Perguntado sobre o futuro da imprensa, durante o debate
da TV Record, Lula disse que era um produto da chamada liberdade
de imprensa. No primeiro discurso pós-vitória,
Lula afirmou aos jornalistas presentes que, daquele momento
em diante, daria “uma canseira de coletivas”. Como
sempre, entre o discurso e a realidade existe uma enorme distância,
mas o que ocorreu em Brasília, nesta segunda-feira, é
um prenúncio do que o brasileiro deve esperar. A chegada
de Lula na Base Aérea de Brasília foi marcada
pela truculência de alguns militantes petistas e funcionários
do Palácio do Planalto. Além de covardemente agredidos,
jornalistas foram ameaçados, como forma de poupar o presidente
Lula de perguntas sobre o mensalão e o fatídico
Dossiê Cuiabá. Para o presidente da Federação
Nacional dos Jornalistas (Fenaj), Sérgio Murilo, a culpa
foi da imprensa. No mínimo estranho, uma vez que a Fenaj
existe para defender os interesses dos jornalistas, e não
para poupar um Ali Babá qualquer.
Anos
de chumbo
Não bastasse a bizarrice de sua declaração,
o presidente da Fenaj anunciou que convocará uma reunião
da entidade para retomar a discussão sobre a criação
do Conselho Federal de Jornalismo.

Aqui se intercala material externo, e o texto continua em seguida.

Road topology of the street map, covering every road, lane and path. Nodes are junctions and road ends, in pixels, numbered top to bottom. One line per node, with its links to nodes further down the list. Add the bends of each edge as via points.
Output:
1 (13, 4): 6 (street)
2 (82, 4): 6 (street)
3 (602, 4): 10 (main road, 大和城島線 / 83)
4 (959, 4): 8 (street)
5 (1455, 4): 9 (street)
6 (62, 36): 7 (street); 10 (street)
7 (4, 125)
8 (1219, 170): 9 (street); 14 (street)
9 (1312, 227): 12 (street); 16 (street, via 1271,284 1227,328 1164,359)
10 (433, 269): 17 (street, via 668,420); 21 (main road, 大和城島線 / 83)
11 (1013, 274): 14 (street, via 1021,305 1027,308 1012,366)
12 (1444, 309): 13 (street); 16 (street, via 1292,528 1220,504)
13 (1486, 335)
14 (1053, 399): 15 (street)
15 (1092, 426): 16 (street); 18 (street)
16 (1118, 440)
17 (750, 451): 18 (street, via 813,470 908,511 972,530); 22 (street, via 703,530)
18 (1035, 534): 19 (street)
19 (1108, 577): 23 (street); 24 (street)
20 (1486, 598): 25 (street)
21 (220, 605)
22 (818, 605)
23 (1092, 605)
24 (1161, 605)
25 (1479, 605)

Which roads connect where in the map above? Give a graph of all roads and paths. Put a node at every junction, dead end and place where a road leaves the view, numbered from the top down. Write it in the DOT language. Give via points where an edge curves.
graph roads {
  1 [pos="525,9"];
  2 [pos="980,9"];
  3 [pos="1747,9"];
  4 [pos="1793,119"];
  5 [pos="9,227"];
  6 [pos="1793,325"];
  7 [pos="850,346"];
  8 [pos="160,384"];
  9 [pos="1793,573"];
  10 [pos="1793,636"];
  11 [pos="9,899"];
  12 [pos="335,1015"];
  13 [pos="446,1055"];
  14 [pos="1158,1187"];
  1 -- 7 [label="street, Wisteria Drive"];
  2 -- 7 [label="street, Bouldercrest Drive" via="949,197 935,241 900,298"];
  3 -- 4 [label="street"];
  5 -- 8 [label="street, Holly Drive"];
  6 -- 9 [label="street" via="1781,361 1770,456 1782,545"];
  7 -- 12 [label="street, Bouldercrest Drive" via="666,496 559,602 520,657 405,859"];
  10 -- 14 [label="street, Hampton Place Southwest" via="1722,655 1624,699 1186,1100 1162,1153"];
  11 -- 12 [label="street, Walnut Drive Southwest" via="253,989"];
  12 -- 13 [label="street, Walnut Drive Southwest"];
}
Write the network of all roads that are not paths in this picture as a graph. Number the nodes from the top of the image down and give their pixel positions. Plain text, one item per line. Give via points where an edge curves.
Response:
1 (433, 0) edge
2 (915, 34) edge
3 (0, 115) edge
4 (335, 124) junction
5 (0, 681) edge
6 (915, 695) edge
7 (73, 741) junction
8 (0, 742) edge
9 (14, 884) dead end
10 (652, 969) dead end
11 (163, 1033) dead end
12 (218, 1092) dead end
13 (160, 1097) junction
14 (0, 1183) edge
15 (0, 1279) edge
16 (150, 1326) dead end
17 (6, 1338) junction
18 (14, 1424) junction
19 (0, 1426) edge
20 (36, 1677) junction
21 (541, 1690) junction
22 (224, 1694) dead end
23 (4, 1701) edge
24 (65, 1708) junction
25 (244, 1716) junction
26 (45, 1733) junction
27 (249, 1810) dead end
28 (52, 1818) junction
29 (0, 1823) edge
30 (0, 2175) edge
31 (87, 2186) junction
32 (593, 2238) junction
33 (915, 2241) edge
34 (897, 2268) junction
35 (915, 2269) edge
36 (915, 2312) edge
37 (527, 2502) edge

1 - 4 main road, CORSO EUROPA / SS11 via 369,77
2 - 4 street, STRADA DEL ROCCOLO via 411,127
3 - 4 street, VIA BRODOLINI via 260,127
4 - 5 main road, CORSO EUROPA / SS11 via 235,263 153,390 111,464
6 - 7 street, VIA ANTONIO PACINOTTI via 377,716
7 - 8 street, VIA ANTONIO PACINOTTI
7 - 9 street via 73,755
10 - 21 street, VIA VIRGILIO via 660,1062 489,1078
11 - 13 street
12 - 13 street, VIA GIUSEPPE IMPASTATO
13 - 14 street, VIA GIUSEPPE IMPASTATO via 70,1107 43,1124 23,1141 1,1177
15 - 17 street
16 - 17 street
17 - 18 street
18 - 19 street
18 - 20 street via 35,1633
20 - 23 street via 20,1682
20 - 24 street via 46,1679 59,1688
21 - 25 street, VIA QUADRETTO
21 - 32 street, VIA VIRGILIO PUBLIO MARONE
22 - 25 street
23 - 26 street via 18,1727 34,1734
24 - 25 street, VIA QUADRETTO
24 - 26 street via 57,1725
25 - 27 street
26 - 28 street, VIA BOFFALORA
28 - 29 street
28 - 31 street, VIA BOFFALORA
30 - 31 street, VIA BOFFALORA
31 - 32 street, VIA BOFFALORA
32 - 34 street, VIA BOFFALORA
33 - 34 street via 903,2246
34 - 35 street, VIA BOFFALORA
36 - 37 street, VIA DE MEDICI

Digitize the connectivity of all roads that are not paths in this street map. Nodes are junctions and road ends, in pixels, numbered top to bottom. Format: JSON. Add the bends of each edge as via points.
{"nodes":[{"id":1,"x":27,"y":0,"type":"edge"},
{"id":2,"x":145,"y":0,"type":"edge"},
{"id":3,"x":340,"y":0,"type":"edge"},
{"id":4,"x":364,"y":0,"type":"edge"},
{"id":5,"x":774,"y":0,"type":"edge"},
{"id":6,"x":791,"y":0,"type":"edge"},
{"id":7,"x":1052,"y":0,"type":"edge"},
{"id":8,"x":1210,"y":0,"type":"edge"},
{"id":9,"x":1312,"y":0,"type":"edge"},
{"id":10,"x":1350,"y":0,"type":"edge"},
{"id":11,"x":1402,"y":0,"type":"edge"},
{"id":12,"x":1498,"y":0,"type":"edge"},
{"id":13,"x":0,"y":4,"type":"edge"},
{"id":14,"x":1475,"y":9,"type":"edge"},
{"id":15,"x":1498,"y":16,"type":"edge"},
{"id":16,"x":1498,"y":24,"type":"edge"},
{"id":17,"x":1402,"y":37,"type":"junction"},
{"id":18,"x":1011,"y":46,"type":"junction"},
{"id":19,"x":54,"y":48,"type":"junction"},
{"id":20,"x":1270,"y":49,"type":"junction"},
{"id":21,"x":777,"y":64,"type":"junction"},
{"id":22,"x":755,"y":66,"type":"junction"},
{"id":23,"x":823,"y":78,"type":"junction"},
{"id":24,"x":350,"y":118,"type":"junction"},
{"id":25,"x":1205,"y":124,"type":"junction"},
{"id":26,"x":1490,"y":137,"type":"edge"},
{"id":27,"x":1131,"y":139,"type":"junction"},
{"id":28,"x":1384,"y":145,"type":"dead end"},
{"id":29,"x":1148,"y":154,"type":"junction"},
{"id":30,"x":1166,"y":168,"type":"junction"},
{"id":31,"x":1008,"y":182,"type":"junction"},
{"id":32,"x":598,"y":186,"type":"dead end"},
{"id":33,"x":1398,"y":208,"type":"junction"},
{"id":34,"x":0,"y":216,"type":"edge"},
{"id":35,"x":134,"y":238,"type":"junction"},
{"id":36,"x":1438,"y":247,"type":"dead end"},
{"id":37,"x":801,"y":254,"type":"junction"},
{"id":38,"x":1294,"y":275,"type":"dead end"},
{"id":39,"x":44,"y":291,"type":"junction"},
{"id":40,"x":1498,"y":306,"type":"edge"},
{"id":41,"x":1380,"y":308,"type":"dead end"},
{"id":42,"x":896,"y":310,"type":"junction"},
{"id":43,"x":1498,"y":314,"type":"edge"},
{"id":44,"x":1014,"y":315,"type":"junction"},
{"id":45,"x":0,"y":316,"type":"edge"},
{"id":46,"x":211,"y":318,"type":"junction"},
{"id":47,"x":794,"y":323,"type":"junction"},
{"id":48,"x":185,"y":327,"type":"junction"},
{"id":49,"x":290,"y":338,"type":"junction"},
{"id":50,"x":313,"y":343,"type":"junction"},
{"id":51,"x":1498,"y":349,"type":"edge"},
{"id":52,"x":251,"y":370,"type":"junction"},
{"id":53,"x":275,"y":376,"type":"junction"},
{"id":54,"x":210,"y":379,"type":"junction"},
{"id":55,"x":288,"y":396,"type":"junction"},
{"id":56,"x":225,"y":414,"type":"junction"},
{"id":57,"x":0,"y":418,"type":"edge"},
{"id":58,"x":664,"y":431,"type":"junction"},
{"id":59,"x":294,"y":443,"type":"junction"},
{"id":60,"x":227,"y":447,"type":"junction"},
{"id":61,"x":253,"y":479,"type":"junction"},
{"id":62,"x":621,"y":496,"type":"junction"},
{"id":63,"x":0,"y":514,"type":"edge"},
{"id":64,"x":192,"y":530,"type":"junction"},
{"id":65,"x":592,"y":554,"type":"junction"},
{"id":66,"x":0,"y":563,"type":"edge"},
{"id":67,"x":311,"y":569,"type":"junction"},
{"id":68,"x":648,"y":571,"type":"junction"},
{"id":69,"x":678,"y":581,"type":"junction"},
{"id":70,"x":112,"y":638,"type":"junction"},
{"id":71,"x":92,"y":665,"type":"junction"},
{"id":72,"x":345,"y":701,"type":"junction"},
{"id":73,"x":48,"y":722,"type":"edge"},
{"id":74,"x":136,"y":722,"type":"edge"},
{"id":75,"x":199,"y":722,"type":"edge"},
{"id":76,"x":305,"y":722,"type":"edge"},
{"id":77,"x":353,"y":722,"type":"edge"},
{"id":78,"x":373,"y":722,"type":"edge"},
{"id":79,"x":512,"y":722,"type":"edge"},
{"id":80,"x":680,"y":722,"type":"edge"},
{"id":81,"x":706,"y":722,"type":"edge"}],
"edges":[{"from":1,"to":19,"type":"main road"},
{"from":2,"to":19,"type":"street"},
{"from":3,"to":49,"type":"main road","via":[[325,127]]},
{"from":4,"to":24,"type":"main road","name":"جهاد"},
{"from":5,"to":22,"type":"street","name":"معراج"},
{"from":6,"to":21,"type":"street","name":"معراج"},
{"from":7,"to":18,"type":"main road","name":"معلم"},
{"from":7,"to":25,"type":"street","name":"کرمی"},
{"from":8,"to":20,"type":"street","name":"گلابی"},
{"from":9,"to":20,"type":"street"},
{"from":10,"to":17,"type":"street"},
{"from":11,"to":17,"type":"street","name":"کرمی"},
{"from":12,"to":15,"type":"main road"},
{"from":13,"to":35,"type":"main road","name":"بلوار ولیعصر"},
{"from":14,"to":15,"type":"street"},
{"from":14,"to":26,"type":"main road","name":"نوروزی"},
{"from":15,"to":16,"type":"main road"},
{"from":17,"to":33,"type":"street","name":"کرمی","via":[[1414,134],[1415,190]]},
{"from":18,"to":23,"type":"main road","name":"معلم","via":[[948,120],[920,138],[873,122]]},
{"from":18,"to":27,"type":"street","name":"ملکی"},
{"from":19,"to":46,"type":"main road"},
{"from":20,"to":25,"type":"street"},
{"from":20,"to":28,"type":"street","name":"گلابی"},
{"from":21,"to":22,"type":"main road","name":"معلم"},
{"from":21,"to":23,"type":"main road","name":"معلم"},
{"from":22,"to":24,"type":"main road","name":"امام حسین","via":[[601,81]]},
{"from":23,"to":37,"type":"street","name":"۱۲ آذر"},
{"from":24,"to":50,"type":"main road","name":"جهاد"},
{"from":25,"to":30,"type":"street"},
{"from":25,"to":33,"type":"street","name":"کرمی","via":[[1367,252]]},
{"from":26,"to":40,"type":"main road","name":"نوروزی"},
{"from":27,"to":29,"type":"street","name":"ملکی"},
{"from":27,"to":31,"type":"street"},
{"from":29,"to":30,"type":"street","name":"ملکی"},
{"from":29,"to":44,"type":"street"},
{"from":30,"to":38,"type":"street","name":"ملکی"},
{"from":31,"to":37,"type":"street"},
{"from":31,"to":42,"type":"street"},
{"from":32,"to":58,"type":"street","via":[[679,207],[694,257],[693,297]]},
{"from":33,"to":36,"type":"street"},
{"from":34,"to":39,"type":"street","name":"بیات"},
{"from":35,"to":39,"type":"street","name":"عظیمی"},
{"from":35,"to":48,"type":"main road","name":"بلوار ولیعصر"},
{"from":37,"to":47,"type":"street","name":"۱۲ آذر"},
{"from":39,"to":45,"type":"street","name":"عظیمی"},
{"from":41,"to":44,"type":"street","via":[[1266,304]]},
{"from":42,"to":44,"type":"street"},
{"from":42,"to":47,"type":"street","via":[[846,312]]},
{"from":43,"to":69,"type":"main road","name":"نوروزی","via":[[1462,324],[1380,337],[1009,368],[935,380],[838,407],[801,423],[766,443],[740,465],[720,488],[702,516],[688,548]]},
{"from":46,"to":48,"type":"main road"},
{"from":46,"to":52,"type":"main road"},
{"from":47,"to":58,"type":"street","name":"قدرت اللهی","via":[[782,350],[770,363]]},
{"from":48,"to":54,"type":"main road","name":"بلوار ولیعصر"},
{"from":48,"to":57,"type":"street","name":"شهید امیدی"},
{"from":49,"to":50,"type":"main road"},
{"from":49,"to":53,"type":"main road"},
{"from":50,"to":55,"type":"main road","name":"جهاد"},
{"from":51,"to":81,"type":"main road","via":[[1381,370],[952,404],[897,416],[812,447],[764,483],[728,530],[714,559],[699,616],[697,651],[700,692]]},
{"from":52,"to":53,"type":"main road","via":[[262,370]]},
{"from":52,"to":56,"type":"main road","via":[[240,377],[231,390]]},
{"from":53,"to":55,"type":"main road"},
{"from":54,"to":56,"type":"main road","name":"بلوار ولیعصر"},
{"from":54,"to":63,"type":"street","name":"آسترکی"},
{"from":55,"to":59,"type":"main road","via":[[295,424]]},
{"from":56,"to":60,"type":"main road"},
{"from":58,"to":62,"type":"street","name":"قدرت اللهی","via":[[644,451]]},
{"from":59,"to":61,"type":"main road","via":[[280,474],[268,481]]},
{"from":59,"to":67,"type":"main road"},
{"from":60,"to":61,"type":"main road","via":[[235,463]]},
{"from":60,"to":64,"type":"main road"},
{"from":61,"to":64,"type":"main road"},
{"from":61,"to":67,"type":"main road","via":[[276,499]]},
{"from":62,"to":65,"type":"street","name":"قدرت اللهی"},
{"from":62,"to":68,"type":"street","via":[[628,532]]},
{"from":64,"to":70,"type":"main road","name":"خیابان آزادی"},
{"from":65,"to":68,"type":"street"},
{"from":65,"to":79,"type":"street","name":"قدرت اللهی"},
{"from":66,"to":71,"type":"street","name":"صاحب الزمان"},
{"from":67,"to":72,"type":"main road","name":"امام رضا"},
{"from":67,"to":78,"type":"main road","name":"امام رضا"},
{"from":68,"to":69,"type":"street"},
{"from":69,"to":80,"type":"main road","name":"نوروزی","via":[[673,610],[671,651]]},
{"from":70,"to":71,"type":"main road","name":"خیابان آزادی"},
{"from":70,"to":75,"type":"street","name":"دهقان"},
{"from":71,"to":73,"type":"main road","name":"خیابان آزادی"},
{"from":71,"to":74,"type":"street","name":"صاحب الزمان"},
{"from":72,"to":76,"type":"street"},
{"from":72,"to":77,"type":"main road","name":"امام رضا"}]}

Catarinense e petista convicto,
Sérgio Murilo acredita que se o tal Conselho já
existisse, “a imprensa não teria feito uma cobertura
das eleições como fez”. Na opinião
de Murilo, a cobertura das eleições feita pela
imprensa foi tendenciosa e perseguiu o presidente-candidato
Lula. Se fato isso aconteceu, que o presidente da Fenaj explique
que tipo de cobertura foi aquela feita durante o processo de
impeachment de Fernando Collor de Mello. Ou será que
tendenciosas são apenas as coberturas que denunciam as
falcatruas petistas?
Operação
abafa
Com o fim da disputa presidencial, o caso do Dossiê Cuiabá
deve perder força, podendo, inclusive, cair no esquecimento
popular, uma vez que foi exaustivamente explorado durante a
campanha. De qualquer maneira, Lula deve uma explicação
aos pobres que ele tanto faz questão de mencionar em
seus populistas discursos, pois R$ 1,75 milhão é
o sonho de muitos ricos. Lula tem declarado que seu governo
não manda para debaixo do tapete as sujeiras políticas,
mas esse é o tipo do caso que certamente terá
destino semelhante. Principalmente porque, dependo do resultado
das investigações, sua candidatura pode ser impugnada.
Barrado
no baile
A tese da impugnação da candidatura de Luiz
Inácio Lula da Silva,
lançada
em primeira mão pela coluna, começa a fazer eco
nos corredores da Justiça Eleitoral. Presidente do Tribunal
Superior Eleitoral, o ministro Marco Aurélio Mello, depois
de um longo e obsequioso silêncio, já começa
a admitir a possibilidade de cassação do registro
da candidatura petista, o que impediria o presidente Lula de
tomar posse em janeiro. Trata-se de uma decisão polêmica,
que requer uma excessiva dose de coragem, mas, adotada, será
o estrito cumprimento da lei. Enquanto isso não acontece,
assessores palacianos – ministros inclusos – tratam
de arrumar, cada vez mais, a cena do crime, com o objetivo de
complicar o trabalho da Polícia Federal. (Foto:
clubemundo.com.br)
Nova
pista
O dinheiro do dossiê – a parte em Reais
– pode ter origem no mínimo inusitada. Segundo
apurou a coluna, em trabalho que vem desenvolvendo desde o anúncio
do escândalo, as cintas de papel que envolviam os pacotes
de Reais têm uma explicação lógica
e logística. O dinheiro apreendido com petistas em um
hotel da capital paulista teria saído do sistema de transporte
público do Rio de Janeiro, para, em seguida, ser trocado
com banqueiros do bicho, como forma de apagar as pegadas criminosas
da operação. Confirmada a origem do dinheiro,
a Polícia Federal estará a um passo de prender
o criminoso oportunista que arquitetou a confusão, o
qual, nos últimos tempos, tem recusado a chance de ver
o nascer do sol de maneira geometricamente distinta.
Calou
por quê?
Entre tantos escândalos
que pontearam seu primeiro governo, Luiz Inácio da Silva,
o presidente Lula, tem uma enorme dívida com a sociedade.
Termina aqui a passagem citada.